The first four songs cover a range of moods from the delicacy of Robert Bridges’ two poems of spring to the familiar lullaby, O Men from the Fields
, of Padraic Colum and a John Masefield poem which, as so often with him, refers to ‘travel’ and which Moeran suggests in his rhythm. Many composers have set the Colum poem; some treat it as a simple lullaby, others inflect it with the possible death of the child – Moeran chooses the former and, surely, more apt reading.
Housman often attracts composers of Moeran’s era, though others’ too. The next four songs draw on that vein of nostalgic melancholy that informs so many of his poems. Even in the last, The Lads in their Hundreds
the lively compound rhythm - is any other possible with these words? - cannot dispel the poignancy of the final lines.
After the rich, warm beauty of Roderick Williams’ voice, in these
first songs one is equally captivated by the radiance of Geraldine
McGreevy. And what enchantment she brings to Dorothy Sayers’ The
and Doreen Wallace’s Impromptu in March
both new to this reviewer. The almost ‘jazzy rhythms in the latter
reveal Moeran’s feeling for his age.
Another change of voice with our third singer, the tenor, Adrian Thompson, whose great support for British song is well-known. Serene recollection of youth and the joy of spring inform his next two contributions, Wever’s In Youth is Pleasure
and Dekker’s The Merry Month of May
Both Thompson and McGreevy have so far given us only two songs each but they will appear more extensively later. But now Roderick Williams returns on the theme of ‘death’: the first in Yeats’ A Dream of Death
deeply disturbing lament, and then Shakespeare’s Come Away Death,
a sop to Duke Orsino’s assumed lovesick melancholy by his jester, Feste. Moeran makes an impressive distinction between them.

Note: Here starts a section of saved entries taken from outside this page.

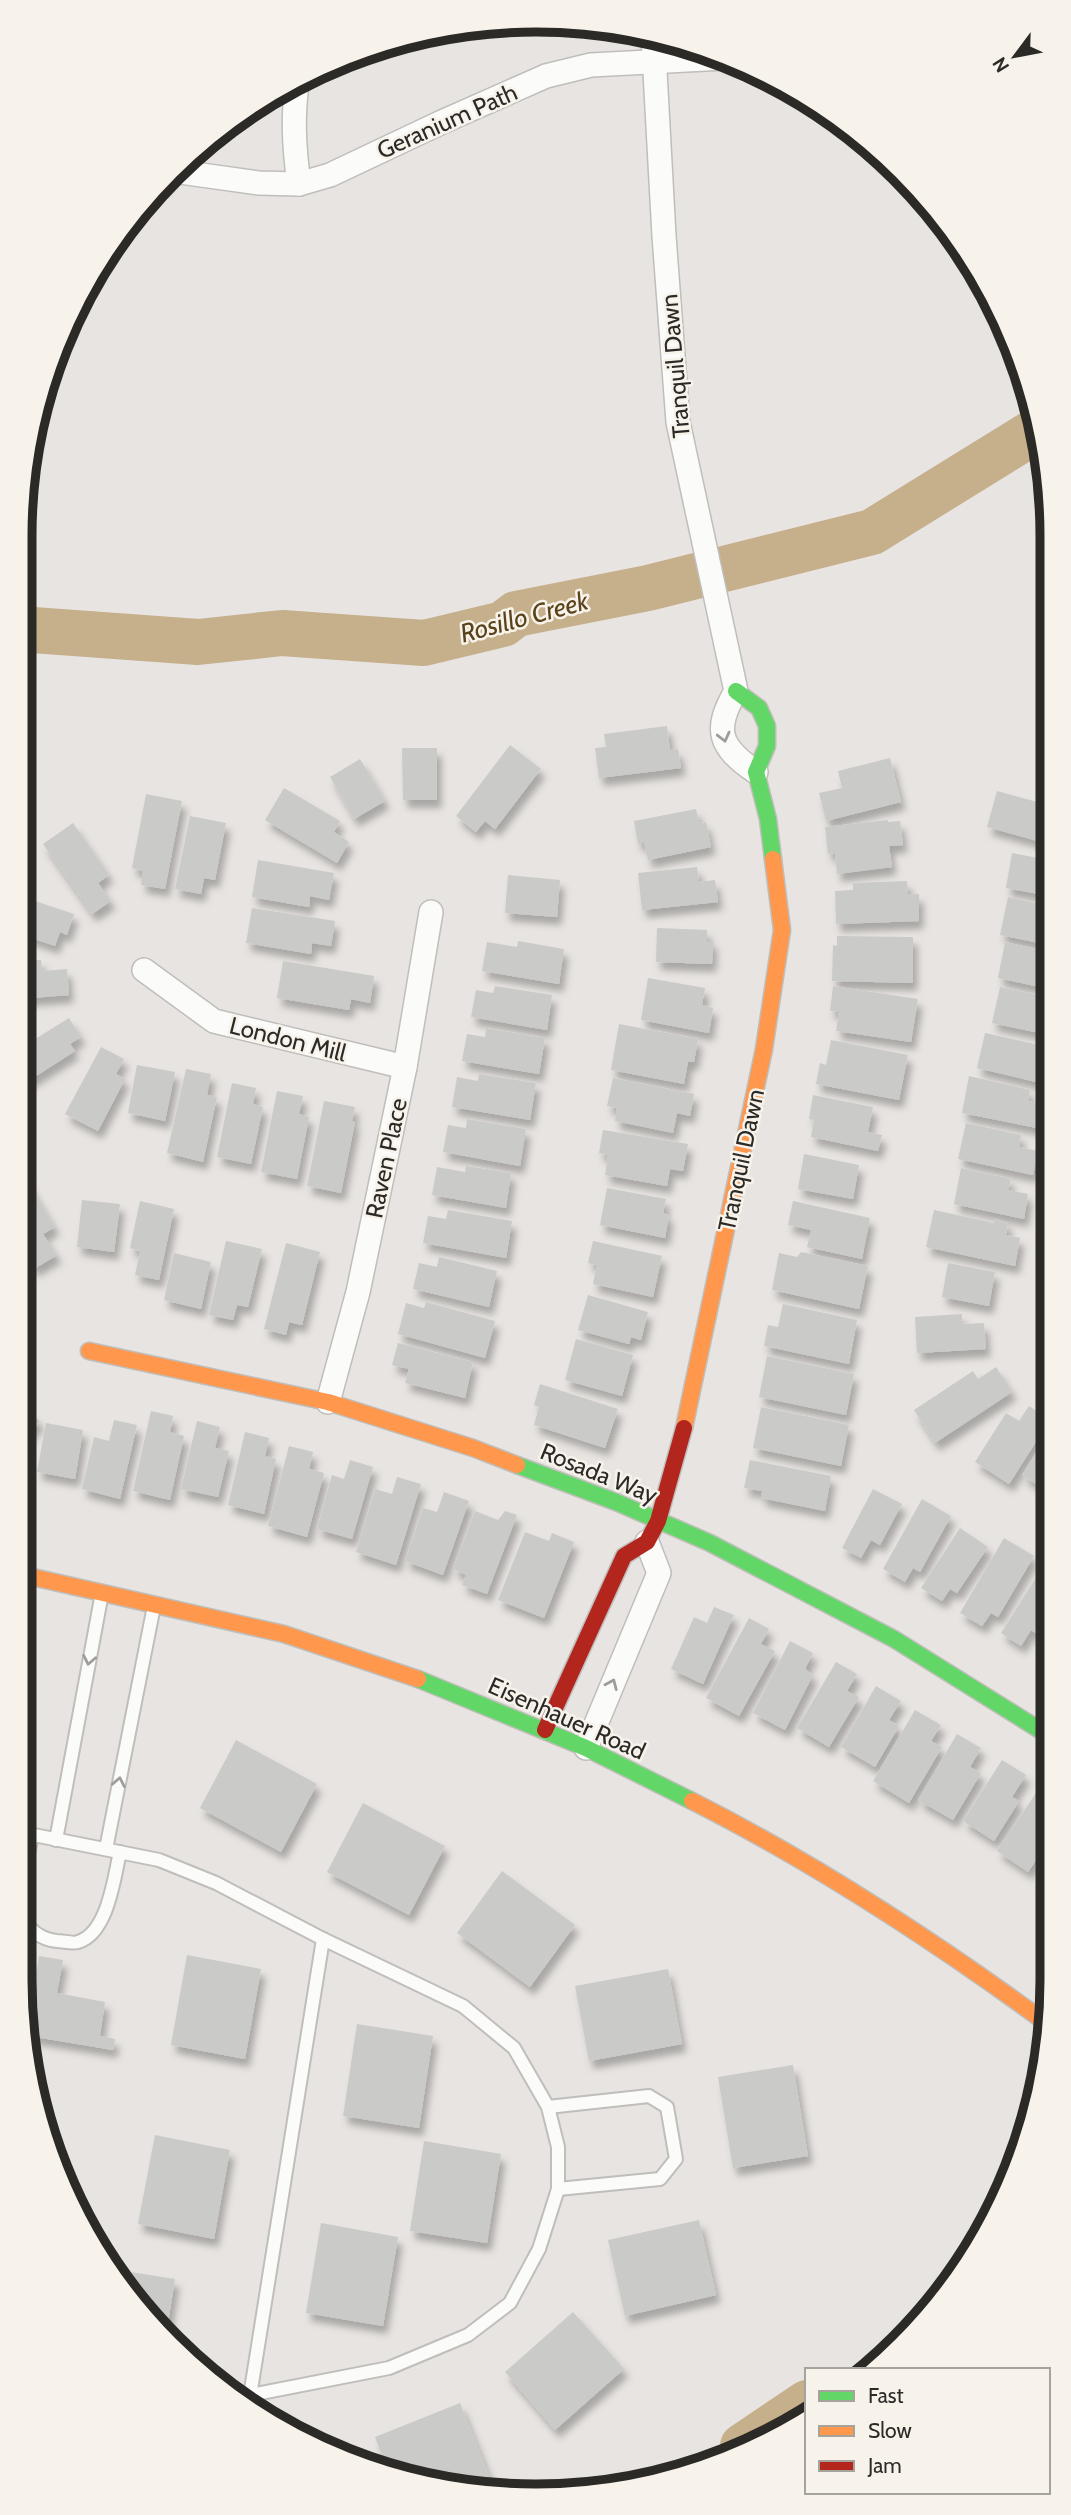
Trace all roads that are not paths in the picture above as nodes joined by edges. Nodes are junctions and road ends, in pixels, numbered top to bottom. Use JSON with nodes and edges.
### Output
{"nodes":[{"id":1,"x":653,"y":46,"type":"edge"},
{"id":2,"x":701,"y":59,"type":"edge"},
{"id":3,"x":653,"y":61,"type":"junction"},
{"id":4,"x":296,"y":92,"type":"edge"},
{"id":5,"x":186,"y":173,"type":"edge"},
{"id":6,"x":299,"y":184,"type":"junction"},
{"id":7,"x":736,"y":691,"type":"junction"},
{"id":8,"x":756,"y":772,"type":"junction"},
{"id":9,"x":431,"y":912,"type":"dead end"},
{"id":10,"x":144,"y":970,"type":"dead end"},
{"id":11,"x":405,"y":1067,"type":"junction"},
{"id":12,"x":89,"y":1351,"type":"dead end"},
{"id":13,"x":328,"y":1402,"type":"junction"},
{"id":14,"x":658,"y":1521,"type":"junction"},
{"id":15,"x":647,"y":1542,"type":"junction"},
{"id":16,"x":32,"y":1577,"type":"edge"},
{"id":17,"x":102,"y":1593,"type":"junction"},
{"id":18,"x":154,"y":1605,"type":"junction"},
{"id":19,"x":545,"y":1730,"type":"junction"},
{"id":20,"x":1040,"y":1730,"type":"edge"},
{"id":21,"x":586,"y":1748,"type":"junction"},
{"id":22,"x":32,"y":1835,"type":"edge"},
{"id":23,"x":56,"y":1840,"type":"junction"},
{"id":24,"x":106,"y":1849,"type":"junction"},
{"id":25,"x":121,"y":1853,"type":"junction"},
{"id":26,"x":32,"y":1930,"type":"edge"},
{"id":27,"x":323,"y":1939,"type":"junction"},
{"id":28,"x":1038,"y":2017,"type":"edge"},
{"id":29,"x":548,"y":2107,"type":"junction"},
{"id":30,"x":558,"y":2189,"type":"junction"},
{"id":31,"x":247,"y":2393,"type":"edge"},
{"id":32,"x":250,"y":2395,"type":"edge"}],
"edges":[{"from":1,"to":3,"type":"street","name":"Tranquil Dawn"},
{"from":2,"to":3,"type":"street","name":"Geranium Path"},
{"from":3,"to":6,"type":"street","name":"Geranium Path"},
{"from":3,"to":7,"type":"street","name":"Tranquil Dawn"},
{"from":4,"to":6,"type":"street"},
{"from":5,"to":6,"type":"street","name":"Geranium Path"},
{"from":7,"to":8,"type":"street"},
{"from":7,"to":8,"type":"street","one_way":true},
{"from":8,"to":14,"type":"street","name":"Tranquil Dawn"},
{"from":9,"to":11,"type":"street","name":"Raven Place"},
{"from":10,"to":11,"type":"street","name":"London Mill"},
{"from":11,"to":13,"type":"street","name":"Raven Place"},
{"from":12,"to":13,"type":"street","name":"Rosada Way"},
{"from":13,"to":14,"type":"street","name":"Rosada Way"},
{"from":14,"to":15,"type":"street","name":"Tranquil Dawn"},
{"from":14,"to":20,"type":"street","name":"Rosada Way"},
{"from":15,"to":19,"type":"street","name":"Tranquil Dawn"},
{"from":21,"to":15,"type":"street","one_way":true},
{"from":16,"to":17,"type":"street","name":"Eisenhauer Road"},
{"from":17,"to":18,"type":"street","name":"Eisenhauer Road"},
{"from":17,"to":23,"type":"lane","one_way":true},
{"from":18,"to":19,"type":"street","name":"Eisenhauer Road"},
{"from":24,"to":18,"type":"lane","one_way":true},
{"from":19,"to":21,"type":"street","name":"Eisenhauer Road"},
{"from":21,"to":28,"type":"street","name":"Eisenhauer Road"},
{"from":22,"to":23,"type":"lane"},
{"from":23,"to":24,"type":"lane"},
{"from":24,"to":25,"type":"lane"},
{"from":25,"to":26,"type":"lane"},
{"from":25,"to":27,"type":"lane"},
{"from":27,"to":29,"type":"lane"},
{"from":27,"to":31,"type":"lane"},
{"from":29,"to":30,"type":"lane"},
{"from":29,"to":30,"type":"lane"},
{"from":30,"to":32,"type":"lane"}]}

And now a totally different side of Moeran’s nature is revealed. With his friend, Philip Heseltine, Moeran would often visit local hostelries and shared in convivial evenings. These are strikingly pictured in the next four songs, one of which, Maltworms
, is a collaboration by the two ‘companions’. With the support of the Weybridge Male Voice Choir in three of them, Roderick Williams and John Talbot pull no punches in portraying the drunken fun of these occasions. Williams’ Cockney accent is totally convincing and one wonders whether Talbot would not have even gone over to his ‘other (Winifred Atwell) piano’ if one had been available! This ‘break’ in the generally concert-hall atmosphere is quite remarkable and brings a smile of recognition to those folk who, like their ancestors from the time of Good Queen Bess to Queen Vic, have enjoyed a ‘night out at the local’.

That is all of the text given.